The first thing that I ever understood about Beckett (and here I’m getting quite protective) is that primarily there is a distillation and compression going on rather than an avoidance, that whatever he is doing (like Rothko) is saturated in the practices and effects of what’s gone before and, I would argue, this is what ‘any’ reader should and does know. The above examples aren’t carefully chosen but are from the things I was reading yesterday, my point would be even easier to make if I used any of the longer plays or novels- as anybody who has read Beckett would know.

I’m now going to address the use of ’embellish’ which the OED defines in the following ways:

  1. To render beautiful;
  2. To beautify with adventitious adornments; to ornament;
  3. Now often with sense to ‘dress up’, heighten (a narration) with fictitious additions;
  4. To brighten (in feeling), cheer.

I’m taking it that both parties are using the first part of the third definition. I have absolutely no idea whether Hegel resorted to literary dressing up but I am firmly of the view that (if he did) these should be included- the sentence structure must be retained and the italics left in purely for reasons of obtaining as clear as possible an understanding of what he meant at the time of writing.

Harold Pinter (Nobel prize winner and leading Beckett disciple) once said that he always returned to Beckett because he knew that Beckett would always rub his nose in the shit. I wouldn’t go quite as far as this because there are many more dimensions to Beckett than this. What I would take issue with is whether any of Beckett results in the kind of dressing up that Sutherland implies.

I could go on about this at much greater length- it is remarkable how much stuff Sutherland gives me to think about and argue with and ‘Stupefactions’ will no doubt trigger off a whole load of thoughts.

Finally, I wonder if Beckett is being used to add cachet to the argument, it strikes me that either Joe Luna or Vanessa Place are much more appropriate examples….

Stupefaction is available from Amazon for £12.
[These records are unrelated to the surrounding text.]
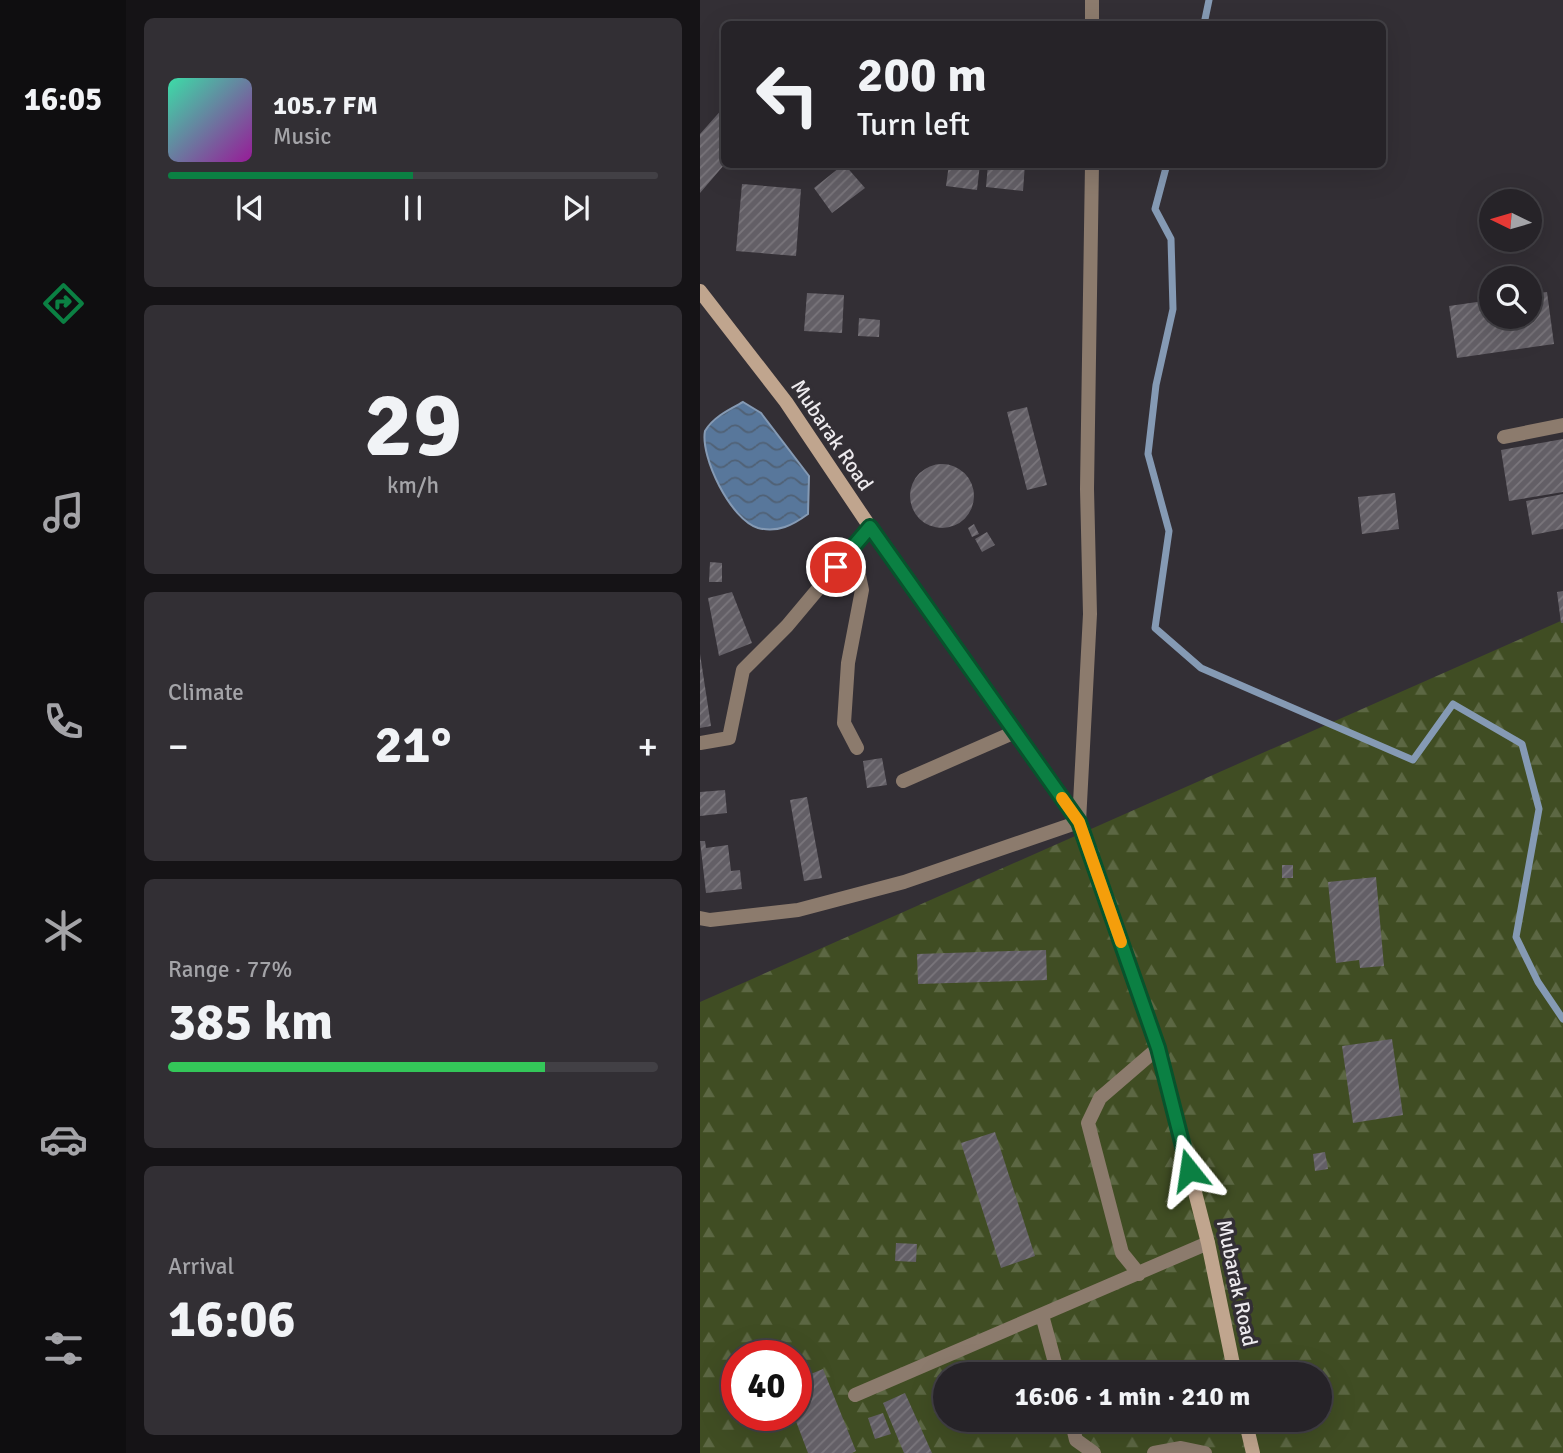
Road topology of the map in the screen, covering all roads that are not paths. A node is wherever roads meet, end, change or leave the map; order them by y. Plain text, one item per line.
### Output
1 (1092, 0) edge
2 (1092, 21) edge
3 (1092, 168) edge
4 (700, 290) edge
5 (1563, 425) edge
6 (1504, 437) dead end
7 (870, 527) junction
8 (853, 547) junction
9 (1015, 732) junction
10 (700, 743) edge
11 (857, 748) dead end
12 (904, 781) dead end
13 (1079, 822) junction
14 (700, 918) edge
15 (1158, 1048) junction
16 (1208, 1243) junction
17 (1139, 1274) junction
18 (1042, 1315) junction
19 (1055, 1362) edge
20 (1233, 1362) edge
21 (855, 1395) dead end
22 (1074, 1432) edge
23 (1248, 1432) edge
24 (1094, 1453) edge
25 (1154, 1453) edge
26 (1205, 1453) edge
27 (1253, 1453) edge

1 - 2 street
3 - 13 street
4 - 7 street, Mubarak Road
5 - 6 street
7 - 8 street
7 - 9 street, Mubarak Road
8 - 10 street
8 - 11 street
9 - 12 street
9 - 13 street, Mubarak Road
13 - 14 street
13 - 15 street, Mubarak Road
15 - 16 street, Mubarak Road
15 - 17 street
16 - 17 street
16 - 20 street, Mubarak Road
17 - 18 street
18 - 19 street
18 - 21 street
22 - 24 street
23 - 27 street
25 - 26 street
A Response from Keston Sutherland

Since this was posted, I’ve had the following response from Keston-

“I’m grateful for your post on that remark in my book _Stupefaction_. I
think our wires may be just a little crossed. Perhaps you remember that
in _Molloy_ Beckett writes “it is not at this late stage in my relation
that I intend to give way to literature” (something like that, that’s
almost but not quite verbatim). His joke is that literature has until
now been successfully altogether avoided and that he means to keep it
that way. Of course the truth is that is was never avoided for a moment.
My point about embellishment is a riposte to Yovel, whose word that is;
but it is also the suggestion that Beckett understood, painfully and at
real cost, that you can’t avoid addition simply by means of subtraction:
in the context of my criticism of Yovel, the point is that every
omission, levelling, normalization into familiar idioms, etc, is in fact
a positive addition to the text, or if you like a “literarization” of
it. Yovel claims that literariness can be trimmed and expunged; I
counterclaim that the trimming and expunging is itself a modality of the
literary (and that no-one understood that fact so well as Beckett). In
any case I certainly didn’t intend a “sneer”. The chapter “Marx in
Jargon” which precedes “Wrong Poetry” and sets the stage for it is an
investigation into the meaning of the idea that “anyone” or “everyone”
could know something, so that when I make that remark in “Wrong Poetry”
it is from a theoretical basis already established earlier in the book.”